◆ Your instructions
Look for the string "Borobudur" in the listing below and copy every line in which it appears.

◆ Data
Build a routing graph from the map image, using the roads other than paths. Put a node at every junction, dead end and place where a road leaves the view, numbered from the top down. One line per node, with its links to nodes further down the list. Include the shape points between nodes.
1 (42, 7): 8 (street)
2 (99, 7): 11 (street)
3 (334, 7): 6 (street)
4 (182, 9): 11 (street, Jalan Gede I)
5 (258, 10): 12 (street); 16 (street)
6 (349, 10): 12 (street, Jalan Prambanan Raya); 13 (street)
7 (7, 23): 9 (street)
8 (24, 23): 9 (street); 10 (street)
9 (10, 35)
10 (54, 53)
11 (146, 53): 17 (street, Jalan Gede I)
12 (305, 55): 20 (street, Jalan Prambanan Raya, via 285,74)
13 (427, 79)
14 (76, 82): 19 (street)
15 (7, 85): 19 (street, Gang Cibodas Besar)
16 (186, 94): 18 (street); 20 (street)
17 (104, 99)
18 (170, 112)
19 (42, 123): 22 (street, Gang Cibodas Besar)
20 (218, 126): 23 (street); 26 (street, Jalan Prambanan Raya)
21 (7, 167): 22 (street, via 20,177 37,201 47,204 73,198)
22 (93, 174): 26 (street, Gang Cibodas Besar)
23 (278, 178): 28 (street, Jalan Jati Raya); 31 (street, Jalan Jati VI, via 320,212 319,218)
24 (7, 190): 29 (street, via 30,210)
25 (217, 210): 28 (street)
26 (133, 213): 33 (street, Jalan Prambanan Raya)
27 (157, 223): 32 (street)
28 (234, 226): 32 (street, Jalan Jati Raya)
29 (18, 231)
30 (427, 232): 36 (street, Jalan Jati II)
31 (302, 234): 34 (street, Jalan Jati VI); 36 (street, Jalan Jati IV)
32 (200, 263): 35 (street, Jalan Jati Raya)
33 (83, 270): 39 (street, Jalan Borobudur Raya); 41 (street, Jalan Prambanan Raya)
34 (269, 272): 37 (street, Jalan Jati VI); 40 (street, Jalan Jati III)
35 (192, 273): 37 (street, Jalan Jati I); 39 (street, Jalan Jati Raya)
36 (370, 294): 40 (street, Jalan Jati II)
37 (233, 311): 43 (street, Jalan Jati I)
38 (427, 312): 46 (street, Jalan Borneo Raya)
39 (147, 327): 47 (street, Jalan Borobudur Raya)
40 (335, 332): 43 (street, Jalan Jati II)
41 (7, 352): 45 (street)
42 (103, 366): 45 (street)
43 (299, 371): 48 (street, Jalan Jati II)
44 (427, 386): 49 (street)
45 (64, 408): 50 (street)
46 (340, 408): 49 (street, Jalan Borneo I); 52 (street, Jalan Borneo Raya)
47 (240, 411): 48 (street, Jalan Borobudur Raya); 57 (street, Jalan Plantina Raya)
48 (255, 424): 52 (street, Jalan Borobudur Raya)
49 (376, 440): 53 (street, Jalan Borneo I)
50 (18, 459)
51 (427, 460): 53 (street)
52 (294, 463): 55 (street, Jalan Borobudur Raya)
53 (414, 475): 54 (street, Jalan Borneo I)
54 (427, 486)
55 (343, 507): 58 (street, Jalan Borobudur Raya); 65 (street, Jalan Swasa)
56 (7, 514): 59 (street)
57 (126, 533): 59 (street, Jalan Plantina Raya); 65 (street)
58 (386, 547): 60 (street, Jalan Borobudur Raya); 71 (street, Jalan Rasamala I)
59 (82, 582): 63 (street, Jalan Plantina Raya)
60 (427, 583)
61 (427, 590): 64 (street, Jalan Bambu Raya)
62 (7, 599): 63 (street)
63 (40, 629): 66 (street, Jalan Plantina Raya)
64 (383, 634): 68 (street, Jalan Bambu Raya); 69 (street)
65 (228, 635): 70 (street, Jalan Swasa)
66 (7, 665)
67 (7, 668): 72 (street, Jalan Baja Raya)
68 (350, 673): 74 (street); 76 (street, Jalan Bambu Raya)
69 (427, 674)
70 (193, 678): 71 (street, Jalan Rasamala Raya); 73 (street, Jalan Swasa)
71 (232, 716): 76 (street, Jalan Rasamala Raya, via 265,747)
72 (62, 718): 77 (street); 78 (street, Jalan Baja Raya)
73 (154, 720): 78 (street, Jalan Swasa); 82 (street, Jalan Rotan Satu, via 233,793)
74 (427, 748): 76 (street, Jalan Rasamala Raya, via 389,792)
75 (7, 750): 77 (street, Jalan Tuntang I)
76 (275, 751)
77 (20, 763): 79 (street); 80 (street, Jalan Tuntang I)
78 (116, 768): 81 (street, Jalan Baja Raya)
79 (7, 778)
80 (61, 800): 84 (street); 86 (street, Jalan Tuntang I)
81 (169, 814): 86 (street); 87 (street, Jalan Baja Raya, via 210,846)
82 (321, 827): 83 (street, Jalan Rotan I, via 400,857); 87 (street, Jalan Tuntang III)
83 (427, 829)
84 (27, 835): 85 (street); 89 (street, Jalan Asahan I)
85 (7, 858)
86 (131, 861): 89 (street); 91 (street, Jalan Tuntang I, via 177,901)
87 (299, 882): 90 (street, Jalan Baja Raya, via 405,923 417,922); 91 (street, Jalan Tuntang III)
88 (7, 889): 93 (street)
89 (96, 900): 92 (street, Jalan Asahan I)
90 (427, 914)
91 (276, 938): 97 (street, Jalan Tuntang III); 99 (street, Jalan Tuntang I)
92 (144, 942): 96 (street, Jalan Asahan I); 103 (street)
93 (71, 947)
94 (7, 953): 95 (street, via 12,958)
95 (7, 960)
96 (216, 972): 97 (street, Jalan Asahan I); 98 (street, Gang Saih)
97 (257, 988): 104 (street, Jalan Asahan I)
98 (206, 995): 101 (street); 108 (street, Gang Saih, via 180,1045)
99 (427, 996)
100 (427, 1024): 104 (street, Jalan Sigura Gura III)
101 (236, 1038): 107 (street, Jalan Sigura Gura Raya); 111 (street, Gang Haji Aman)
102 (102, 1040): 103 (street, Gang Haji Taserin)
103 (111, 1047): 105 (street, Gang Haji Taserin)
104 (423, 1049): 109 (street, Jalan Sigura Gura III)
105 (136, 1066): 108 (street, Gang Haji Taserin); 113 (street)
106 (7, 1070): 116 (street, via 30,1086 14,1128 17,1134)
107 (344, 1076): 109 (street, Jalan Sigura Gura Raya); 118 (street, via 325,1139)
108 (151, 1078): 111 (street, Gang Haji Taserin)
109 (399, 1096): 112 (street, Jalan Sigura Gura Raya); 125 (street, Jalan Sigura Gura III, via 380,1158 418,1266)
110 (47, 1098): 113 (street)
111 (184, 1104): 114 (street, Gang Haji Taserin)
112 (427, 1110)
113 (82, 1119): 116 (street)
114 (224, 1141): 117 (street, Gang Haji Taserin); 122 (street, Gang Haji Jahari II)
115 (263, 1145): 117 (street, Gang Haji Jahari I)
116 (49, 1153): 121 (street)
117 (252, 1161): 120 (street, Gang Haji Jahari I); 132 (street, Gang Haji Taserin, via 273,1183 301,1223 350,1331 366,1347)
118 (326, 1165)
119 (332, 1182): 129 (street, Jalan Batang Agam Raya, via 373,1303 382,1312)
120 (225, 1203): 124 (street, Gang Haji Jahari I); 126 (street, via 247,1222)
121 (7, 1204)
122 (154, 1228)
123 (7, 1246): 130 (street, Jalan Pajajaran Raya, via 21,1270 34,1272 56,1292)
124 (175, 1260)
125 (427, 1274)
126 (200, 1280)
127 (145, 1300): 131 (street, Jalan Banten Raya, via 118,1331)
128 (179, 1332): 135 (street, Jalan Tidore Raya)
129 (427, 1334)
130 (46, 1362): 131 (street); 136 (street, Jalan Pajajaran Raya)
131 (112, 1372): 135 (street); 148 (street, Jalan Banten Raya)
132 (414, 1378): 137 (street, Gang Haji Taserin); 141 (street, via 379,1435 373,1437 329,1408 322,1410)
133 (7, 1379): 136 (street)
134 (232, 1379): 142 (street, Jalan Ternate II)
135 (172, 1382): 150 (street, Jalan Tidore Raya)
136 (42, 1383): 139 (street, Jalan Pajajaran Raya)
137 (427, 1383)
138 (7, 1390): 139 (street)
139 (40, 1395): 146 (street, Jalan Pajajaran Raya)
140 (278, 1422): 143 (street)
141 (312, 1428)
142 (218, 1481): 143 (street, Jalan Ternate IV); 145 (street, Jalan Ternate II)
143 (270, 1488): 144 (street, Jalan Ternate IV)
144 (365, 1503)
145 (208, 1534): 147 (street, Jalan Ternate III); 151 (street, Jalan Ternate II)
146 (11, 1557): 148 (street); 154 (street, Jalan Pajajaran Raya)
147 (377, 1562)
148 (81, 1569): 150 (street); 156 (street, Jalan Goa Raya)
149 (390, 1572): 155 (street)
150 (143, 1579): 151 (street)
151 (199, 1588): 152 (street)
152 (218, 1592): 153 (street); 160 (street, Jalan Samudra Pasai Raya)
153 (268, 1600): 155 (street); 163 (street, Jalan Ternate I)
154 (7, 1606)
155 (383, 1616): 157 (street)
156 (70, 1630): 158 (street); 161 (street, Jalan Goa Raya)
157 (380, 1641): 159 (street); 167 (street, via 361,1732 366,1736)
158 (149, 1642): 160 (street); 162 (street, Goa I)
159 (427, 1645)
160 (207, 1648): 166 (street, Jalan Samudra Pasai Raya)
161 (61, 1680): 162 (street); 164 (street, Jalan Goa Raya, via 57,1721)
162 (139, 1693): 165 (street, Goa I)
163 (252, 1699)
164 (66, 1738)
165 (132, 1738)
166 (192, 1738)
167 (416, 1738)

◆ Exercise result
33 (83, 270): 39 (street, Jalan Borobudur Raya); 41 (street, Jalan Prambanan Raya)
39 (147, 327): 47 (street, Jalan Borobudur Raya)
47 (240, 411): 48 (street, Jalan Borobudur Raya); 57 (street, Jalan Plantina Raya)
48 (255, 424): 52 (street, Jalan Borobudur Raya)
52 (294, 463): 55 (street, Jalan Borobudur Raya)
55 (343, 507): 58 (street, Jalan Borobudur Raya); 65 (street, Jalan Swasa)
58 (386, 547): 60 (street, Jalan Borobudur Raya); 71 (street, Jalan Rasamala I)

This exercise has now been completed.